Since updating to CC Classic I am also having the same slow performance issues. Very frustrating when it takes forever to scroll through grid view.


----------



## PhotosByTom (Nov 7, 2017)

I updated to Lightroom CC Classic a couple of weeks ago, when it was released.  I have had performance issues in the develop module and contacted support.  The support person took control of my PC and could see the slowness in moving between images after editing and cropping. We then tried turning off the GPU and on restart it appeared to be better but after editing another 30 or so images the slowness returned.  They told me they would report it and someone would contact me.  That's the last I heard.

I then posted details of my issues on feedback.photoshop.com.  That saw a number of other Lightroom users confirming they are having the same issues and that they are also waiting on Adobe.  Does anyone have any suggestions, or do I turn to Capture One, or another raw processor.

I will continue to use Photoshop for a small number of my images so my subscription is not completely wasted.

What avenues are there to report major issues?


----------



## Colin Grant (Nov 7, 2017)

I'm hoping ON1 come up with the goods. Beta 4 is looking quite good. I just wish I could end my subscription now really.


----------



## clee01l (Nov 7, 2017)

Colin Grant said:


> I'm hoping ON1 come up with the goods. Beta 4 is looking quite good. I just wish I could end my subscription now really.


If you go with On1, what are you going to use for an image management app?  Folders don't cut it.


----------



## tspear (Nov 8, 2017)

clee01l said:


> If you go with On1, what are you going to use for an image management app?  Folders don't cut it.



So far darktable is my leading solution for image management. The two things I miss from Lr so far. Facial Recognition, and easier develop tools. 

Tim


----------



## Colin Grant (Nov 8, 2017)

clee01l said:


> If you go with On1, what are you going to use for an image management app?  Folders don't cut it.
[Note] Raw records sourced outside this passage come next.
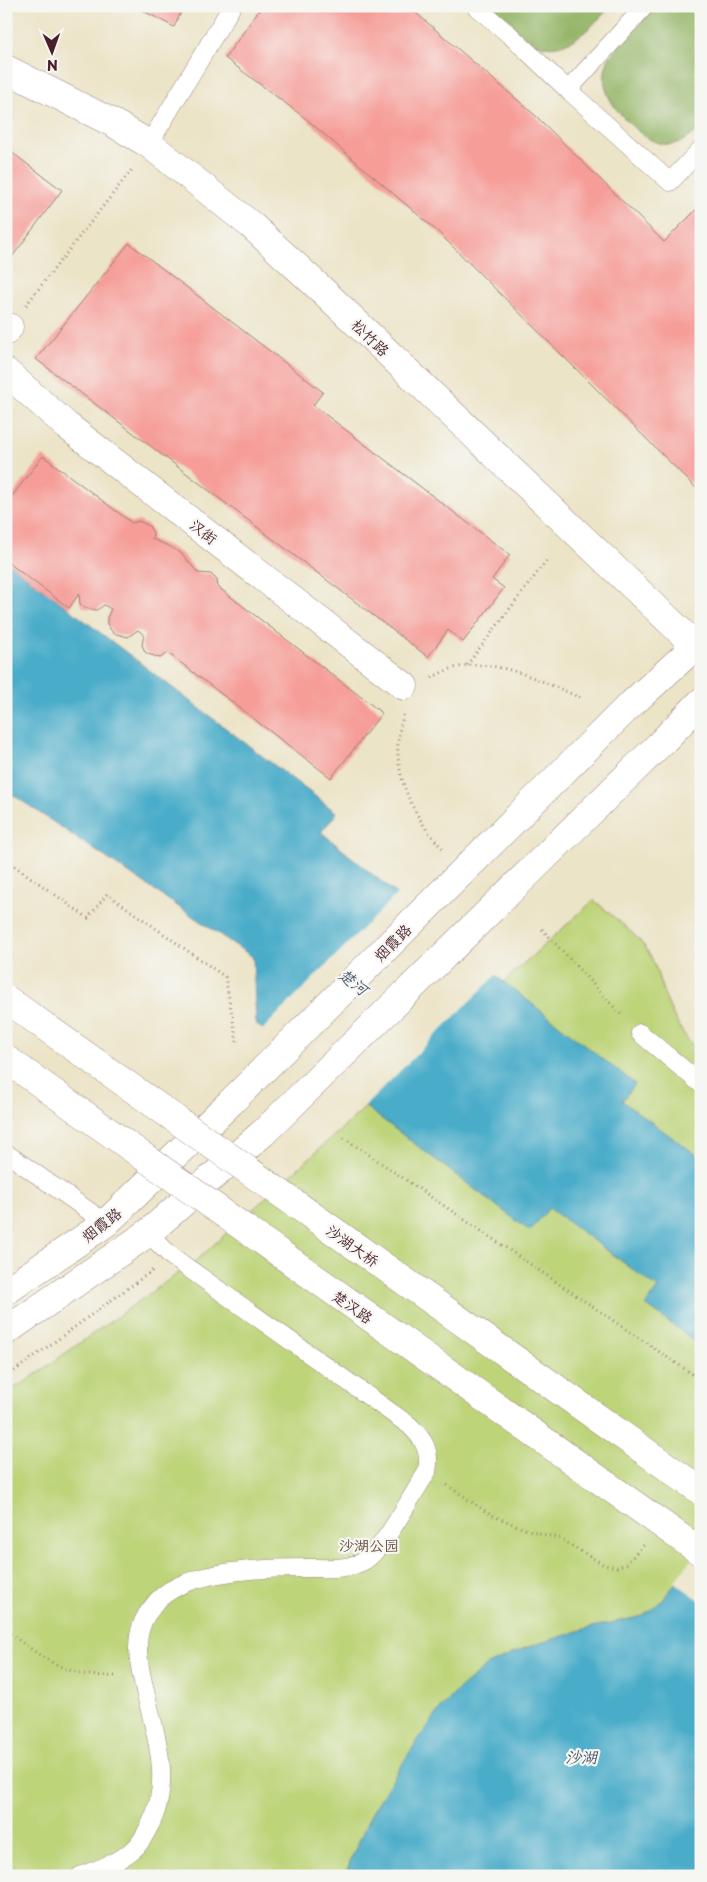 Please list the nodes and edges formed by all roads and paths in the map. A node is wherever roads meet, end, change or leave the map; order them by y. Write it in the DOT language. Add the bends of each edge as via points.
graph roads {
  1 [pos="232,6"];
  2 [pos="475,6"];
  3 [pos="645,6"];
  4 [pos="6,69"];
  5 [pos="568,90"];
  6 [pos="149,144"];
  7 [pos="701,149"];
  8 [pos="8,329"];
  9 [pos="6,372"];
  10 [pos="547,560"];
  11 [pos="699,646"];
  12 [pos="466,666"];
  13 [pos="413,692"];
  14 [pos="581,698"];
  15 [pos="701,702"];
  16 [pos="443,849"];
  17 [pos="6,860"];
  18 [pos="542,929"];
  19 [pos="6,999"];
  20 [pos="640,1033"];
  21 [pos="237,1042"];
  22 [pos="6,1059"];
  23 [pos="701,1084"];
  24 [pos="344,1138"];
  25 [pos="6,1153"];
  26 [pos="106,1223"];
  27 [pos="148,1233"];
  28 [pos="171,1256"];
  29 [pos="6,1291"];
  30 [pos="6,1331"];
  31 [pos="6,1377"];
  32 [pos="701,1380"];
  33 [pos="427,1472"];
  34 [pos="701,1490"];
  35 [pos="648,1540"];
  36 [pos="701,1552"];
  37 [pos="6,1631"];
  38 [pos="141,1675"];
  39 [pos="80,1876"];
  1 -- 6 [label="lane"];
  2 -- 5 [label="lane"];
  3 -- 5 [label="lane"];
  4 -- 6 [label="main road, 松竹路" via="113,122"];
  5 -- 7 [label="lane" via="670,182"];
  6 -- 8 [label="path"];
  6 -- 11 [label="main road, 松竹路" via="251,225"];
  9 -- 13 [label="main road, 汉街" via="66,425"];
  10 -- 12 [label="path"];
  11 -- 26 [label="main road, 烟霞路, bridge" via="626,709"];
  12 -- 13 [label="path" via="453,668"];
  12 -- 14 [label="path" via="505,669"];
  13 -- 16 [label="path" via="401,722 399,756 404,785 422,825"];
  15 -- 27 [label="main road, bridge" via="264,1132"];
  17 -- 21 [label="path" via="88,918 107,894 225,977"];
  18 -- 20 [label="path"];
  19 -- 34 [label="main road, 沙湖大桥, bridge"];
  20 -- 23 [label="lane"];
  22 -- 36 [label="main road, 楚汉路, bridge"];
  24 -- 32 [label="path"];
  25 -- 26 [label="lane"];
  26 -- 29 [label="main road, 烟霞路"];
  27 -- 28 [label="lane"];
  27 -- 30 [label="main road"];
  28 -- 31 [label="path"];
  28 -- 33 [label="lane" via="409,1426 427,1447"];
  33 -- 35 [label="path" via="491,1515 561,1539 604,1565 617,1567 626,1564"];
  33 -- 38 [label="lane" via="378,1549 363,1562 341,1567 217,1574 176,1587 159,1599 141,1624 137,1640"];
  37 -- 38 [label="path" via="55,1666 70,1672"];
  38 -- 39 [label="lane" via="159,1746 162,1784 159,1802 136,1847 121,1859"];
}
Folders would work well enough for me and ON1 give the option to catalogue or not on a by folder basis. I tend to only keep my raw files in LR. After editing I convert and keep the conversions in Apple Photos. The alternative I looked at was Alien Skins Exposure X3 which I quite liked. Next up will be Luminar but not until 2018 - the huge downside there will be no automatic lens correction. The days of having to rely on ACR have long gone imo and being a serious hobbyist rather than a pro I do  not need all the bells and whistles that make up the Creative Cloud.


----------



## clee01l (Nov 8, 2017)

tspear said:


> So far darktable is my leading solution for image management. The two things I miss from Lr so far. Facial Recognition, and easier develop tools.
> 
> Tim


Dark table does seem to show promise. A quick glance at the app and I do not see an easy way to use On1 or anything else as an external editor.


----------



## tspear (Nov 8, 2017)

clee01l said:


> Dark table does seem to show promise. A quick glance at the app and I do not see an easy way to use On1 or anything else as an external editor.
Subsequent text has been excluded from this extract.